被告席の芸術家ー[1]
舞台は整った。
皮肉なことに——舞台を整えたのは俺ではない。ベッカーだ。
査問という名目で俺を理事会に引きずり出そうとしたのはベッカーの策略だが、その理事会こそが——ベッカーの罪を暴く最高の舞台になる。
敵が用意した舞台で、敵を追い詰める。
こういうのを何と呼ぶんだろう。逆転劇? 皮肉劇? ——いや。
芸術だ。
「レヴィアン様。準備はよろしいですか」
ニーカが隣に立っている。王都エテルナの朝。《終幕庁》本部の前。重厚な石造りの建物が、朝日で白く光っている。
「ああ。……お前こそ大丈夫か」
「何がですか」
「《終幕庁》の理事会だぞ。この組織の最高意思決定機関だ。お前を〝使い捨ての兵器〟として作った組織の——心臓部だ」
「……」
「辛ければ、外で待っていていい」
「辛くありません。……いえ、嘘です。辛いです。でも——レヴィアン様の隣にいる方が、辛くないです」
「……そうか」
これは芸術的感動——でいいんだろうか。
もう分からない。分からないが、心臓がドキドキしたのは事実だ。
「全員の配置を確認する」
俺は通信魔具を起動した。
「フィーネ」
「はいっ! 本部の正面広場にいます! 照明チェック——理事会に出入りする人全員の表情を監視します!」
「いい。不審な動きがあれば即座に報告しろ。
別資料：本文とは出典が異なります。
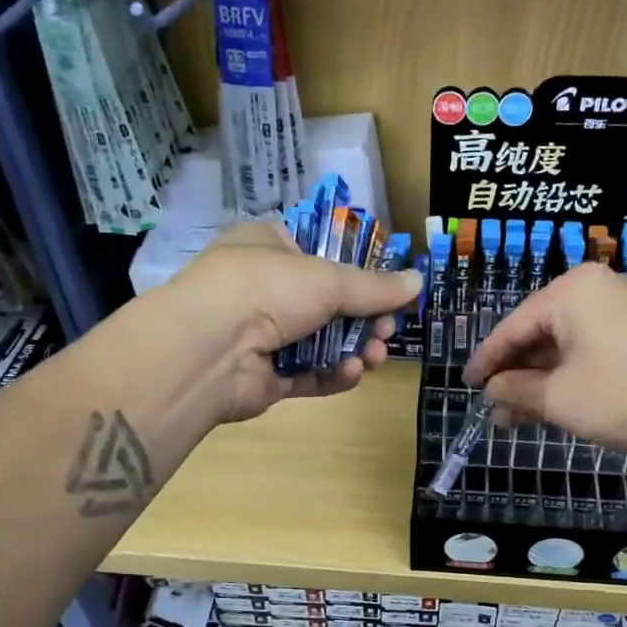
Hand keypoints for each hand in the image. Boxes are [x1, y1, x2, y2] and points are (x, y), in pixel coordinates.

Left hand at [162, 221, 422, 421]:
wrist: (208, 349)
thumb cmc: (266, 289)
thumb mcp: (328, 279)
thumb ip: (375, 287)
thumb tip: (418, 281)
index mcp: (270, 248)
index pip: (321, 253)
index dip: (358, 272)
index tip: (390, 289)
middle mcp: (265, 289)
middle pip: (328, 304)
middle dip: (365, 319)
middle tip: (388, 330)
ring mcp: (263, 336)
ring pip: (322, 343)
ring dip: (354, 348)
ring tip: (376, 356)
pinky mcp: (266, 378)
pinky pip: (308, 375)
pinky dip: (332, 375)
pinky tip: (352, 373)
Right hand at [464, 262, 626, 460]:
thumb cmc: (621, 395)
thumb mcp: (556, 396)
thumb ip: (514, 389)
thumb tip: (491, 389)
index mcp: (572, 291)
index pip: (514, 326)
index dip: (487, 359)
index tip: (467, 384)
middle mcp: (598, 289)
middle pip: (540, 333)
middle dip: (515, 373)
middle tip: (494, 406)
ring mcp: (624, 309)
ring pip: (566, 345)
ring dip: (540, 380)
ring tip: (517, 415)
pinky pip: (590, 349)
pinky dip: (568, 375)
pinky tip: (552, 403)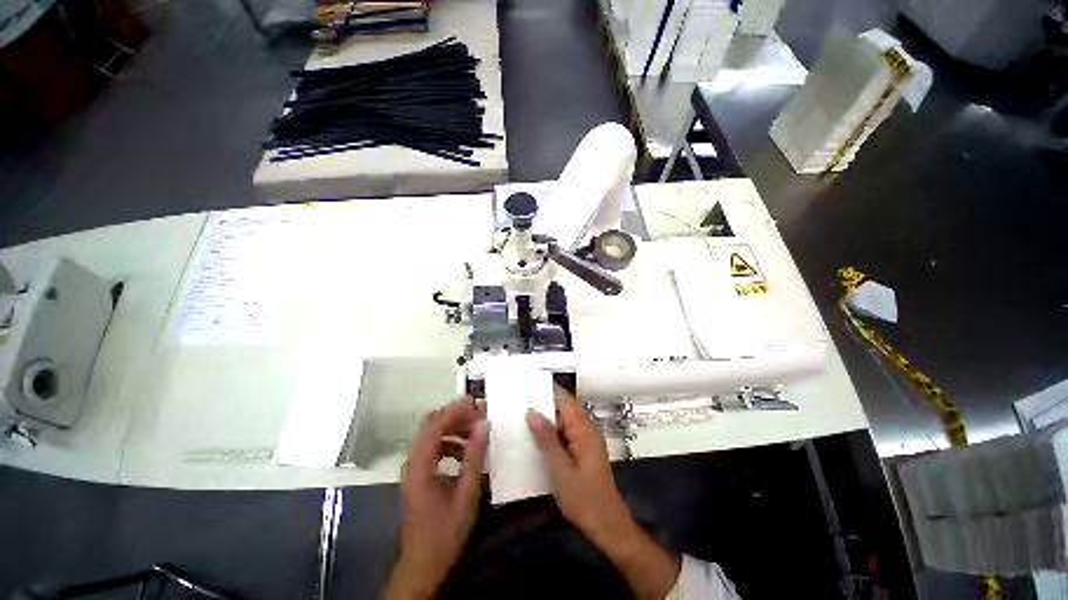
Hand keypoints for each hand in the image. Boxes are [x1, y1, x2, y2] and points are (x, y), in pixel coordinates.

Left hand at [384, 400, 489, 599]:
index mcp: (420, 466)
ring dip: (454, 428)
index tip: (478, 406)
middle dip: (456, 416)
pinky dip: (451, 442)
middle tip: (480, 416)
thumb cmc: (444, 533)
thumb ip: (474, 458)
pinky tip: (466, 451)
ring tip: (477, 431)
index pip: (434, 425)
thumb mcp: (466, 495)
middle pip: (431, 425)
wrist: (422, 566)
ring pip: (433, 435)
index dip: (455, 411)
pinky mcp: (419, 474)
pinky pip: (434, 448)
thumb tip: (484, 426)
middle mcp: (413, 462)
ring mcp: (414, 468)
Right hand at [526, 390, 679, 599]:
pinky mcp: (582, 448)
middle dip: (541, 403)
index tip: (526, 382)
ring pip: (562, 420)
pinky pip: (564, 432)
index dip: (546, 388)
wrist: (607, 525)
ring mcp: (585, 438)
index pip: (564, 398)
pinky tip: (533, 436)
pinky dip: (549, 431)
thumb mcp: (560, 469)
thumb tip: (531, 411)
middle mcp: (585, 427)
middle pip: (562, 407)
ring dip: (544, 418)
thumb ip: (546, 438)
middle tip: (516, 400)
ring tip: (519, 414)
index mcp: (583, 427)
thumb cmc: (584, 498)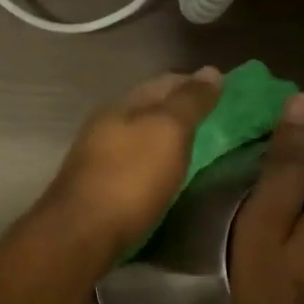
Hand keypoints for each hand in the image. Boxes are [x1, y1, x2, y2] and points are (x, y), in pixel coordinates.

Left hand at [37, 68, 222, 262]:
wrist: (81, 233)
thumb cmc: (130, 177)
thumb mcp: (168, 131)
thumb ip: (189, 102)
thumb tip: (210, 70)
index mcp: (121, 105)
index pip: (163, 83)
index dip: (192, 83)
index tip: (222, 89)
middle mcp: (105, 127)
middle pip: (147, 109)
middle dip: (177, 110)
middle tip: (212, 119)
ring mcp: (96, 159)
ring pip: (137, 138)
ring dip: (163, 139)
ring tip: (193, 147)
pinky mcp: (95, 190)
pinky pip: (131, 166)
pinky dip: (152, 164)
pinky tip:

特にベッカー陣営の人間がこの場で何かを企んでいないか——」
「任せてください! 照明係の目は誤魔化せません!」
「分かった。――次に、リゼット」
「本部の裏口にいます。万が一ベッカーが逃亡を図った場合に備えて——裏口から出られないように、通路を封鎖しました」
「封鎖? どうやった」
「《終幕庁》の施設管理員に変装して、〝配管工事のため通行止め〟の看板を立てました」
「……衣装の応用範囲が広すぎないか」
「衣装係ですから」
「次は、セレスティーヌ」
「本部の二階回廊にいます。理事会室は一階ですから、上から全体を見渡せます。……もし会場が混乱した時は、わたしの歌で——」
「ああ。保険を頼む。ただし——よほどのことがない限り歌うな。今回は言葉で決着をつける」
「分かりました」
「エリザベッタ!」
「本部のロビーにいます。……レヴィアン。お父様の名前が出ることになると思いますが——」
「ああ。出る。避けられない」
「覚悟はできています。……わたしの父は罪を犯した人間です。でも——その罪を明るみに出すことが、償いの始まりだと。お父様自身がそう言っていました」
「……いい脚本家だ。お前は」
「えっ……今のは脚本じゃなくて、本心ですけど」
「本心が脚本と同じ強度を持っている。——それが、いい脚本家の条件だ」
エリザベッタが少しだけ照れた。
「ルカ」
「理事会室の中に、監察官として着席済みです。証拠資料は全て——頭の中に入っています。紙は持ち込みません。ガルシアに没収される恐れがありますから」
「頭の中に? 五人分の証言を全て暗記したのか」
「ええ。監察官ですから。——記憶力には自信があります」
「……頼もしいな」
「ありがとうございます。では——お芝居の時間です」
ルカの言い方が少しだけ、俺に似ていた。